In homogeneous ESNs, larger ρ values result in a slower decay of the network’s response to an impulse (Jaeger, 2001) and strongly affect performance (Venayagamoorthy and Shishir, 2009). It is thus important to choose ρ appropriately. For example, a HESN with 200 units and four clusters was unstable when ρ = 1.2, but was stabilized when the number of clusters was increased. Thus, configurations that would previously have been dismissed due to instability can now be reconsidered, allowing greater flexibility in the design of clustered reservoirs. We were also able to demonstrate that the presence of clusters is reflected in the memory capacity *MC*. Clustered reservoirs displayed lower peak *MC* values; importantly however, *MC* values decreased more slowly as ρ increased for clustered reservoirs when compared to non-clustered reservoirs for ρ > 1.5. These factors together imply that clustered ESNs are more robust over a broader range of spectral radius values than traditional ESNs.

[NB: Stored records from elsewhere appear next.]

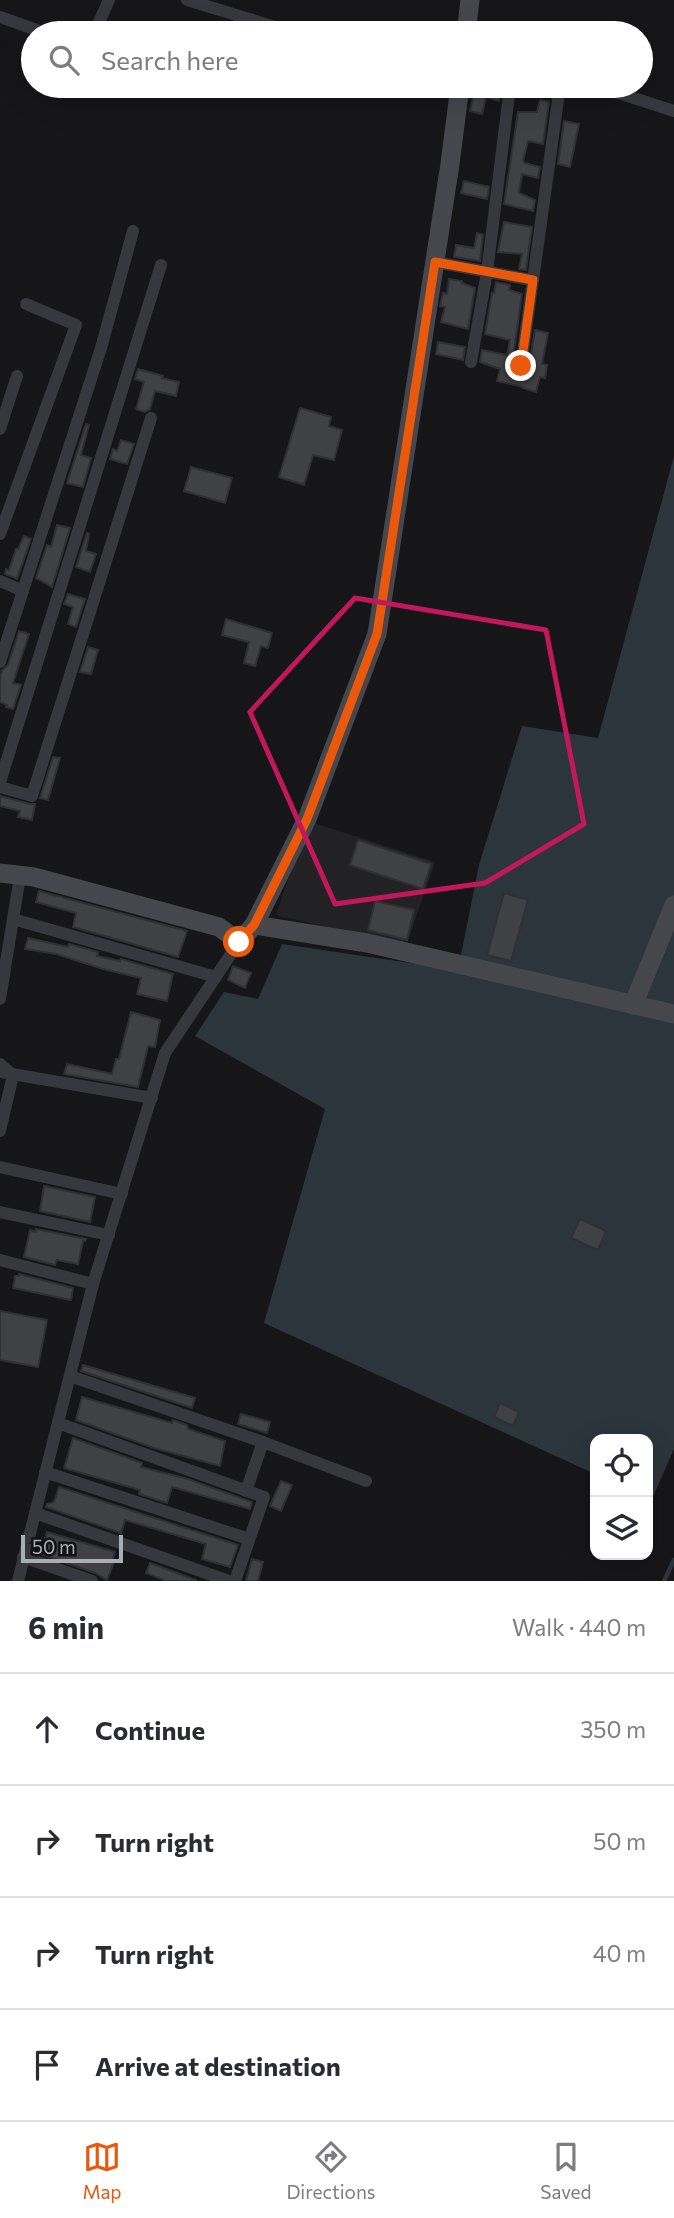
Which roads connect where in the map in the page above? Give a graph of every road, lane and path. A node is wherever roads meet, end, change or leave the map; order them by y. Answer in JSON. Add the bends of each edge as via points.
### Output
{"nodes":[{"id":1,"x":109,"y":0,"type":"edge"},
{"id":2,"x":187,"y":0,"type":"edge"},
{"id":3,"x":470,"y":0,"type":"edge"},
{"id":4,"x":0,"y":17,"type":"edge"},
{"id":5,"x":99,"y":21,"type":"edge"},
{"id":6,"x":256,"y":21,"type":"edge"},
{"id":7,"x":467,"y":21,"type":"edge"},
{"id":8,"x":21,"y":24,"type":"edge"},
{"id":9,"x":458,"y":98,"type":"edge"},
{"id":10,"x":509,"y":98,"type":"edge"},
{"id":11,"x":558,"y":98,"type":"edge"},
{"id":12,"x":634,"y":98,"type":"edge"},
{"id":13,"x":674,"y":111,"type":"edge"},
{"id":14,"x":133,"y":231,"type":"dead end"},
{"id":15,"x":435,"y":262,"type":"junction"},
{"id":16,"x":161,"y":265,"type":"dead end"},
{"id":17,"x":487,"y":272,"type":"junction"},
{"id":18,"x":533,"y":280,"type":"junction"},
{"id":19,"x":26,"y":304,"type":"dead end"},
{"id":20,"x":471,"y":362,"type":"dead end"},
{"id":21,"x":521,"y":366,"type":"dead end"},
{"id":22,"x":17,"y":376,"type":"dead end"},
{"id":23,"x":151,"y":418,"type":"dead end"},
{"id":24,"x":0,"y":429,"type":"edge"},
{"id":25,"x":0,"y":534,"type":"edge"},
{"id":26,"x":0,"y":581,"type":"edge"},
{"id":27,"x":23,"y":591,"type":"junction"},
{"id":28,"x":0,"y":662,"type":"edge"},
{"id":29,"x":0,"y":782,"type":"edge"},
{"id":30,"x":0,"y":788,"type":"edge"},
{"id":31,"x":0,"y":873,"type":"edge"},
{"id":32,"x":20,"y":876,"type":"junction"},
{"id":33,"x":674,"y":905,"type":"edge"},
{"id":34,"x":13,"y":919,"type":"junction"},
{"id":35,"x":254,"y":925,"type":"junction"},
{"id":36,"x":239,"y":942,"type":"junction"},
{"id":37,"x":216,"y":977,"type":"junction"},
{"id":38,"x":0,"y":999,"type":"edge"},
{"id":39,"x":634,"y":1005,"type":"junction"},
{"id":40,"x":674,"y":1014,"type":"edge"},
{"id":41,"x":0,"y":1063,"type":"edge"},
{"id":42,"x":0,"y":1072,"type":"edge"},
{"id":43,"x":13,"y":1075,"type":"junction"},
{"id":44,"x":152,"y":1098,"type":"junction"},
{"id":45,"x":0,"y":1131,"type":"edge"},
{"id":46,"x":0,"y":1167,"type":"edge"},
{"id":47,"x":122,"y":1194,"type":"junction"},
{"id":48,"x":0,"y":1212,"type":"edge"},
{"id":49,"x":109,"y":1235,"type":"junction"},
{"id":50,"x":0,"y":1260,"type":"edge"},
{"id":51,"x":93,"y":1284,"type":"junction"},
{"id":52,"x":70,"y":1376,"type":"junction"},
{"id":53,"x":58,"y":1423,"type":"junction"},
{"id":54,"x":263,"y":1441,"type":"junction"},
{"id":55,"x":45,"y":1472,"type":"junction"},
{"id":56,"x":366,"y":1481,"type":"dead end"},
{"id":57,"x":246,"y":1491,"type":"junction"},
{"id":58,"x":35,"y":1513,"type":"junction"},
{"id":59,"x":249,"y":1539,"type":"junction"},
{"id":60,"x":23,"y":1557,"type":"junction"},
{"id":61,"x":18,"y":1581,"type":"edge"},
{"id":62,"x":92,"y":1581,"type":"edge"},
{"id":63,"x":229,"y":1581,"type":"edge"},
{"id":64,"x":234,"y":1581,"type":"edge"}],
"edges":[{"from":1,"to":5,"type":"street"},
{"from":2,"to":6,"type":"street"},
{"from":3,"to":7,"type":"street"},
{"from":4,"to":8,"type":"street"},
{"from":9,"to":15,"type":"street"},
{"from":10,"to":17,"type":"street"},
{"from":11,"to":18,"type":"street"},
{"from":12,"to":13,"type":"street"},
{"from":14,"to":27,"type":"street","via":[[101,348]]},
{"from":15,"to":17,"type":"street"},
{"from":15,"to":35,"type":"street","via":[[377,634],[307,819]]},
{"from":16,"to":29,"type":"street"},
{"from":17,"to":18,"type":"street"},
{"from":17,"to":20,"type":"street"},
{"from":18,"to":21,"type":"street"},
{"from":19,"to":25,"type":"street","via":[[76,325]]},
{"from":22,"to":24,"type":"street"},
{"from":23,"to":30,"type":"street","via":[[32,796]]},
{"from":26,"to":27,"type":"street"},
{"from":27,"to":28,"type":"street"},
{"from":31,"to":32,"type":"street"},
{"from":32,"to":34,"type":"street"},
{"from":32,"to":36,"type":"street","via":[[219,927]]},
{"from":33,"to":39,"type":"street"},
{"from":34,"to":37,"type":"street"},
{"from":34,"to":38,"type":"street"},
{"from":35,"to":36,"type":"street"},
{"from":35,"to":39,"type":"street","via":[[367,943]]},
{"from":36,"to":37,"type":"street"},
{"from":37,"to":44,"type":"street","via":[[165,1054]]},
{"from":39,"to":40,"type":"street"},
{"from":41,"to":43,"type":"street"},
{"from":42,"to":43,"type":"street"},
{"from":43,"to":44,"type":"street"},
{"from":43,"to":45,"type":"street"},
{"from":44,"to":47,"type":"street"},
{"from":46,"to":47,"type":"street"},
{"from":47,"to":49,"type":"street"},
{"from":48,"to":49,"type":"street"},
{"from":49,"to":51,"type":"street"},
{"from":50,"to":51,"type":"street"},
{"from":51,"to":52,"type":"street"},
{"from":52,"to":53,"type":"street"},
{"from":52,"to":54,"type":"street"},
{"from":53,"to":55,"type":"street"},
{"from":53,"to":57,"type":"street"},
{"from":54,"to":56,"type":"street"},
{"from":54,"to":57,"type":"street"},
{"from":55,"to":58,"type":"street"},
{"from":55,"to":59,"type":"street"},
{"from":57,"to":59,"type":"street","via":[[264,1497]]},
{"from":58,"to":60,"type":"street"},
{"from":58,"to":63,"type":"street"},
{"from":59,"to":64,"type":"street"},
{"from":60,"to":61,"type":"street"},
{"from":60,"to":62,"type":"street"}]}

We were also able to map the transition between stable to unstable responses through an intermediate regime, where the reservoir activity decayed to a non-zero baseline after the first stimulus was presented, resembling the transient activity identified by Ozturk and Principe (2005). The baseline of reservoir activity was generally constant for each realization of an HESN. For all reservoir configurations, the mean reservoir activity increased as ρ grew larger. The level of ongoing activity can be thought of as corresponding to the elasticity of the system: as the ongoing activity increases, the potential energy of the system decreases. The gradient at which this transition to instability occurs as the spectral radius is increased, therefore, greatly affects the maximal spectral radius that can be chosen. Our findings indicate that this transition was slowest for 40–50 clusters in reservoirs with 200 units (Figures 4D,E), which is reflected in the slow decrease in *MC* for the corresponding network configurations.

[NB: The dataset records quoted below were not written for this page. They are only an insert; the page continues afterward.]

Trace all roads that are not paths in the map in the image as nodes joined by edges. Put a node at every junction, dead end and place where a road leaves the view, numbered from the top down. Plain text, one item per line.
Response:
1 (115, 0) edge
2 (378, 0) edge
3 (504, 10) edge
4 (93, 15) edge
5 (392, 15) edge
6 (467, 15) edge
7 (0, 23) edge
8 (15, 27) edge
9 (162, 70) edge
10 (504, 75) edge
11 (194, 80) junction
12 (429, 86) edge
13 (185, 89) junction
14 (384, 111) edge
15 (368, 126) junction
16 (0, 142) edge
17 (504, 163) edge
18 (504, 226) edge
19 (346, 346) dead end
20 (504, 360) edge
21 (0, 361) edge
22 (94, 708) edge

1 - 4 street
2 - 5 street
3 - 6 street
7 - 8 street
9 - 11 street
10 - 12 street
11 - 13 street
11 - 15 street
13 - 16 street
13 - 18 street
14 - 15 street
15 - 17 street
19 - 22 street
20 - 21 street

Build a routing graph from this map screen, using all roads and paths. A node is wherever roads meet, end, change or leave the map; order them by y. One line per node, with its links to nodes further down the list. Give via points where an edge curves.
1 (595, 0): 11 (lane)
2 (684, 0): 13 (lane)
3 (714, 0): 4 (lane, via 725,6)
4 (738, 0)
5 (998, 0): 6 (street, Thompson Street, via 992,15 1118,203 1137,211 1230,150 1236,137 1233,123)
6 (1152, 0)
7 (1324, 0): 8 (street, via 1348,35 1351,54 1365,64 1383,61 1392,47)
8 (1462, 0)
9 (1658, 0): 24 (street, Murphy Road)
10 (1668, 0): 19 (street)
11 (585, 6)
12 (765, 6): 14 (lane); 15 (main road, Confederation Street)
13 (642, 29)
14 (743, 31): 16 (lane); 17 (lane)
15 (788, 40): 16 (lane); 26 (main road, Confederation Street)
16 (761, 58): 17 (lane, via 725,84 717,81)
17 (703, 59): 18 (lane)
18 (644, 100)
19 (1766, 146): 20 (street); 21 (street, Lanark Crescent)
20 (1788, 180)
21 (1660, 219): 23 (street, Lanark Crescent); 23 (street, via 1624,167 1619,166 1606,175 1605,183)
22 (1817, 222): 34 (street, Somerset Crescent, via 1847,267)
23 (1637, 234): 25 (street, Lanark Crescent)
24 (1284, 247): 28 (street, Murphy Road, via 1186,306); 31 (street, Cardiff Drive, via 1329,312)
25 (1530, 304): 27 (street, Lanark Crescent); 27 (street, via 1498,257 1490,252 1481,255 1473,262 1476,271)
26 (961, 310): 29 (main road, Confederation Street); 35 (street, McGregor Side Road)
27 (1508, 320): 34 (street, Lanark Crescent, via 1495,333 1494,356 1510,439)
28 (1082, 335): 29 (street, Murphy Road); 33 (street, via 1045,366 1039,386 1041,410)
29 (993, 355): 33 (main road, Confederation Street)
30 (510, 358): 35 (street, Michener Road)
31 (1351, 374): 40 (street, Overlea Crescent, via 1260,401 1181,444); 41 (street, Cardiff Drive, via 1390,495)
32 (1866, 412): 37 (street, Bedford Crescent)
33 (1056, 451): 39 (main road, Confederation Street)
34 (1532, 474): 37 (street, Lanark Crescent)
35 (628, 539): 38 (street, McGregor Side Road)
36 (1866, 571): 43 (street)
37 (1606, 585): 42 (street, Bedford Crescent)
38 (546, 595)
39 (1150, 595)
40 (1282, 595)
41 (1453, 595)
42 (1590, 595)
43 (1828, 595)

### Effect of Hierarchical Clusters on Dynamics

One question raised implicitly following the original observation of an extended range of ρ_{max} was whether it was increased by the introduction of hierarchy, or whether merely a clustered topology was sufficient. As hierarchically clustered reservoir are characterized by having only one backbone unit per cluster, we compared hierarchically clustered reservoirs against cluster configurations that had the same number of intercluster connections that were, however, distributed over more than one backbone unit per cluster. Our findings indicate that, while the choice of cluster configuration does influence the value of ρ_{max}, the range of spectral radius values for stable ESNs is affected more by the distribution of intercluster connections onto cluster units, rather than their number. Therefore, we conclude that the presence of hierarchy, rather than clustering *per se*, is responsible for the extended range of permissible ρ values.

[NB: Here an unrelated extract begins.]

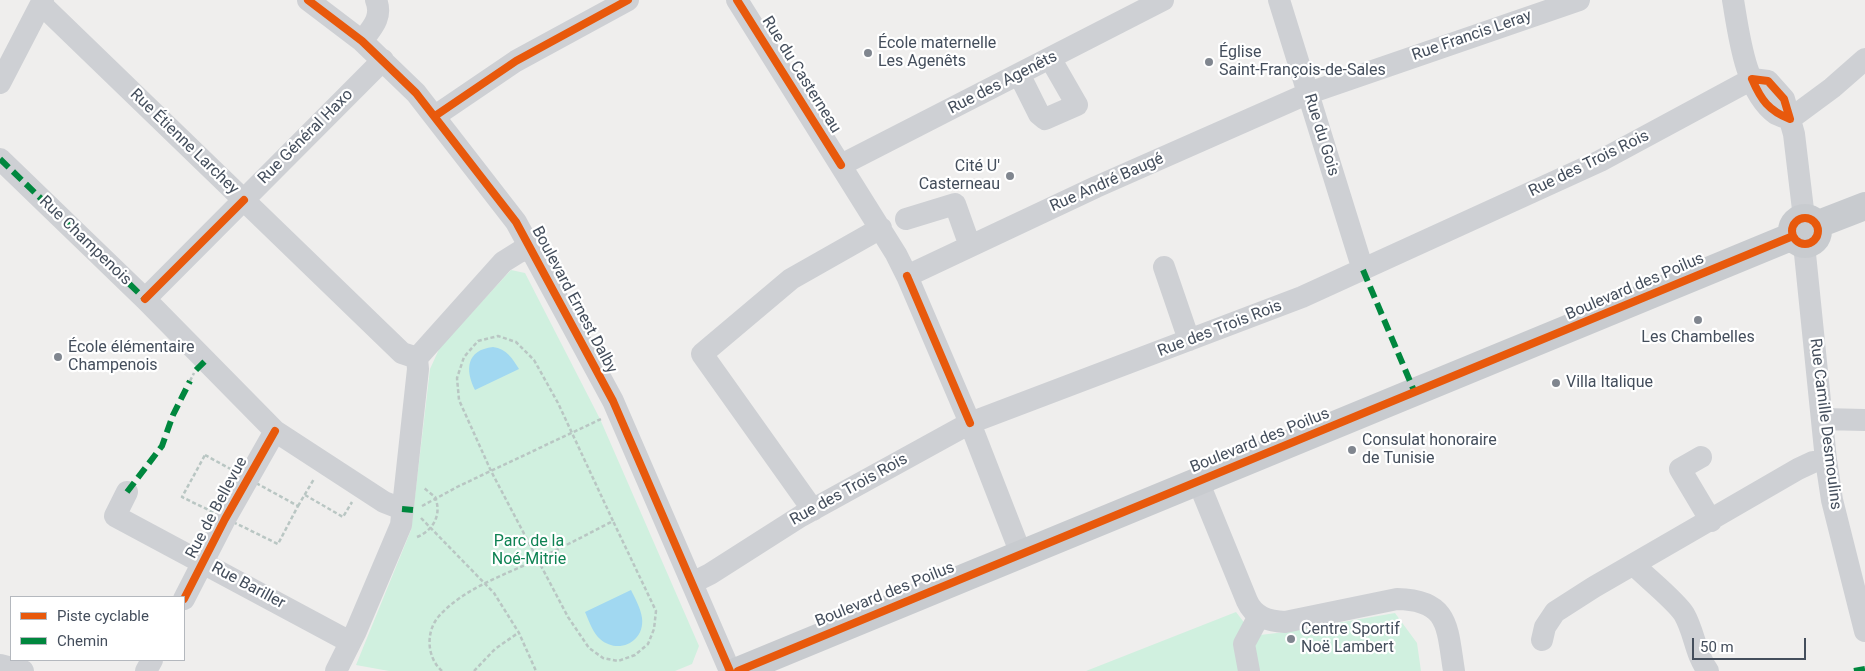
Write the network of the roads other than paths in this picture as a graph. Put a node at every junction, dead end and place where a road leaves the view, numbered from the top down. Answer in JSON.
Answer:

This characteristic is likely due to the ability of hierarchically clustered networks to reduce the impact of unstable behavior: if one cluster becomes unstable, its influence on other clusters is minimized by a low number of backbone units, which act as bottlenecks. This behavior has been observed for tri-state networks (Kaiser et al., 2007). Consistent with this, increasing the number of intercluster connections decreased network stability. This is supported by analysis of reservoir unit activity traces in networks with transient responses, where the activity trace showed one cluster that was strongly active.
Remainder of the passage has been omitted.